Find the lines in the records below that contain "stránky", and report each of them.

-- -- --

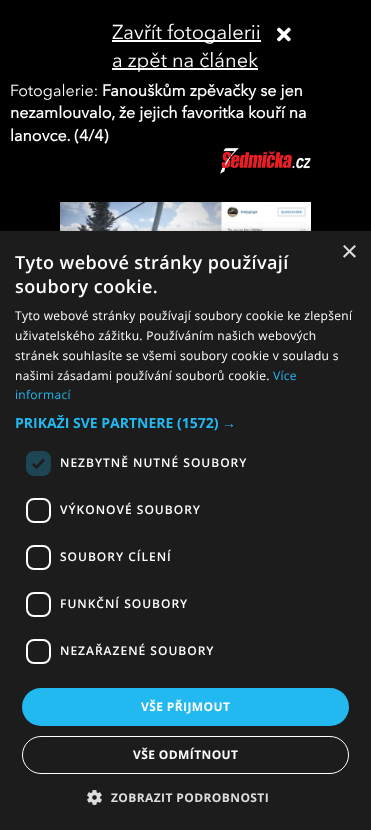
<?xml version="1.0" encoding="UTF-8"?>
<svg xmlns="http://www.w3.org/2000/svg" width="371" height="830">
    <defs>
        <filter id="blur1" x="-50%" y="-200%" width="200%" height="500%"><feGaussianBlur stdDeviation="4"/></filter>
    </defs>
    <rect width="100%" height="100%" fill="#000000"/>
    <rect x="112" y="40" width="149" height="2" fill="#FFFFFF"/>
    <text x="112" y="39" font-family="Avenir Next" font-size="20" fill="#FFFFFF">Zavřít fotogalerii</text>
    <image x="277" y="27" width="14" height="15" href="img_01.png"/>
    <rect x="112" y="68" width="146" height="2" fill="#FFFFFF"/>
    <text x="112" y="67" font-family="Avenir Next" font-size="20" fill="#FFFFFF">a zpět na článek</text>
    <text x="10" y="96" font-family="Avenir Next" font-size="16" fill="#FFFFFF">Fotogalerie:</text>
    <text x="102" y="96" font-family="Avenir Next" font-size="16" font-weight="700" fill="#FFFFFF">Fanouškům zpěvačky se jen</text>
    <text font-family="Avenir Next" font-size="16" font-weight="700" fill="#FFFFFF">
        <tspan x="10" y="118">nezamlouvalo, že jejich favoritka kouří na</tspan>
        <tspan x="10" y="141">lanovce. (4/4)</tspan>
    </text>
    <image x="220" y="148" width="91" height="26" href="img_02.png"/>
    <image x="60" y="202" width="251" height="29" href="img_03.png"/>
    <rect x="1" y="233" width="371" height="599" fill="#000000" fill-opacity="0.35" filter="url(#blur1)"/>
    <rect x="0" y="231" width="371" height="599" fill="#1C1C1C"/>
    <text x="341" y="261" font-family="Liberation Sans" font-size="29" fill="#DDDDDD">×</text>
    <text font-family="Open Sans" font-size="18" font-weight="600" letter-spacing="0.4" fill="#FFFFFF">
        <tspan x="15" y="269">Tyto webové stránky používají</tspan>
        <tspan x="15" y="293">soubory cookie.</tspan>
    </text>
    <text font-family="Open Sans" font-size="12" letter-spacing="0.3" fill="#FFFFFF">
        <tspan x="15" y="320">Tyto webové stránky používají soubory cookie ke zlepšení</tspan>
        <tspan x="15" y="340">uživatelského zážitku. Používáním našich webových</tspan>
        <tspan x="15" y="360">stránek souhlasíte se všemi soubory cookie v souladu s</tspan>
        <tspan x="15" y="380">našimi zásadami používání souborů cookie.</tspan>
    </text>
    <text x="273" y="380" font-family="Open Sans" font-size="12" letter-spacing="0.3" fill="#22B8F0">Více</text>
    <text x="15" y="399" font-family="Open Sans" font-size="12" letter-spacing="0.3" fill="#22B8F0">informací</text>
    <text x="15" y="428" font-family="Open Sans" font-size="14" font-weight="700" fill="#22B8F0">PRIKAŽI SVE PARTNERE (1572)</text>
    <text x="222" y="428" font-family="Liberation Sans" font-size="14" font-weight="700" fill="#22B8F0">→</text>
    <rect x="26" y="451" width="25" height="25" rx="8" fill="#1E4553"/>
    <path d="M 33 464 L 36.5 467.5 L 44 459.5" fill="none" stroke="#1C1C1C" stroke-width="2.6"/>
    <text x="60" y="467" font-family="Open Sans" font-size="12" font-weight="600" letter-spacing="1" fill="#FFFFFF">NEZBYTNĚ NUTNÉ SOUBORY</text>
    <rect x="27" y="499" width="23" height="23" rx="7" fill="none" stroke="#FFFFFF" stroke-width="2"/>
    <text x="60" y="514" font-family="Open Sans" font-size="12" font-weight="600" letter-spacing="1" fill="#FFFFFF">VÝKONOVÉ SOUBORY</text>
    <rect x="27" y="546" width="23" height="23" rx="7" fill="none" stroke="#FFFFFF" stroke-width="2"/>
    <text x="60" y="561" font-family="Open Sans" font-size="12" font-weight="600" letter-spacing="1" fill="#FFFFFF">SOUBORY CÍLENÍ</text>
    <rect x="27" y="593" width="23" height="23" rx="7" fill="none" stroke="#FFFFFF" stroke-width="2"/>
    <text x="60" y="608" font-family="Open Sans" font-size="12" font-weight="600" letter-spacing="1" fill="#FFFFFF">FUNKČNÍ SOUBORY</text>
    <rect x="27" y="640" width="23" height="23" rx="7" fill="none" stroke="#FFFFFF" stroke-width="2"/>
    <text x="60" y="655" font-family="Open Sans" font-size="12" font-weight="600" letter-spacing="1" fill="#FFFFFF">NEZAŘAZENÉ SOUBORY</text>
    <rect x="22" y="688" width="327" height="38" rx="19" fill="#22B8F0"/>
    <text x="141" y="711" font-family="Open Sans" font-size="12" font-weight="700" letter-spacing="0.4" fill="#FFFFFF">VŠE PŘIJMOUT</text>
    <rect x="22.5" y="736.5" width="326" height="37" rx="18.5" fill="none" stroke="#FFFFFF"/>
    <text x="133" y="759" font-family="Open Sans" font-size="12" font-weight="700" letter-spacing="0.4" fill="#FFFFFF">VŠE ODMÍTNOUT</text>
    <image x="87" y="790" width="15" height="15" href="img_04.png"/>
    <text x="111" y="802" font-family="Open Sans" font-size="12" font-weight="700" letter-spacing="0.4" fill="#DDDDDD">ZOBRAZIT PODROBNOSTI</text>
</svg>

-- -- --

**REPLY**:
        <tspan x="15" y="269">Tyto webové stránky používají</tspan>
        <tspan x="15" y="320">Tyto webové stránky používají soubory cookie ke zlepšení</tspan>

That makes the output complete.